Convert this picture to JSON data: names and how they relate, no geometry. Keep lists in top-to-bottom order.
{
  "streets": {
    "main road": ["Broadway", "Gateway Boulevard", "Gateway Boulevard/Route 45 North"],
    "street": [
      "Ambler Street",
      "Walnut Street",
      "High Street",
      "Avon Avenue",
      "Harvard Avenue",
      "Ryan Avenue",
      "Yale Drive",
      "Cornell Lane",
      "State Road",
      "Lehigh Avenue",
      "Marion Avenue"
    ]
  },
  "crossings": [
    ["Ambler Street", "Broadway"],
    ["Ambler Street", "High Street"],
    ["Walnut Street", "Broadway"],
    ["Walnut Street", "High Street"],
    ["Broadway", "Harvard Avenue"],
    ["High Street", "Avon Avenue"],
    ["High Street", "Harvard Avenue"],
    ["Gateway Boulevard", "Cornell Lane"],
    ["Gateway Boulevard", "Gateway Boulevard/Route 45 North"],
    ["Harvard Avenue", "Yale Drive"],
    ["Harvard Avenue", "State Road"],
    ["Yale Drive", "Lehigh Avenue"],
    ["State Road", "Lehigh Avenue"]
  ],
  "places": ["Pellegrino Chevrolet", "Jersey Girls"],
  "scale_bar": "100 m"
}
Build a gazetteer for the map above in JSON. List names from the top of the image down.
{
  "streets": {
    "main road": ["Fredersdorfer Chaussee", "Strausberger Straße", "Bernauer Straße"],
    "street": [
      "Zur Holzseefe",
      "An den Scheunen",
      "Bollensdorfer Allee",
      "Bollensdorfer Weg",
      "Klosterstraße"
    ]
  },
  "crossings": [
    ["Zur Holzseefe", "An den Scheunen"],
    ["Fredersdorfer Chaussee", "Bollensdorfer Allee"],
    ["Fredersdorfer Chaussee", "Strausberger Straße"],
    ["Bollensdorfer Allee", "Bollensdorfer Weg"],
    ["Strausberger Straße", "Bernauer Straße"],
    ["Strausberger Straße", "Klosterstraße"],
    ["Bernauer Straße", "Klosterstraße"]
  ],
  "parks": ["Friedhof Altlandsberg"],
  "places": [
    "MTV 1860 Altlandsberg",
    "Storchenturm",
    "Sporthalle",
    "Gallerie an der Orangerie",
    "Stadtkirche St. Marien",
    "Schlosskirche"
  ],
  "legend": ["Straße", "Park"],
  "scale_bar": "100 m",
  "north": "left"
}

********

▶ _WORK ITEM_
Wherever "Lane" turns up in the records, copy the whole line.

▶ _EXERCISE ANSWER_
      "Cornell Lane",
    ["Gateway Boulevard", "Cornell Lane"],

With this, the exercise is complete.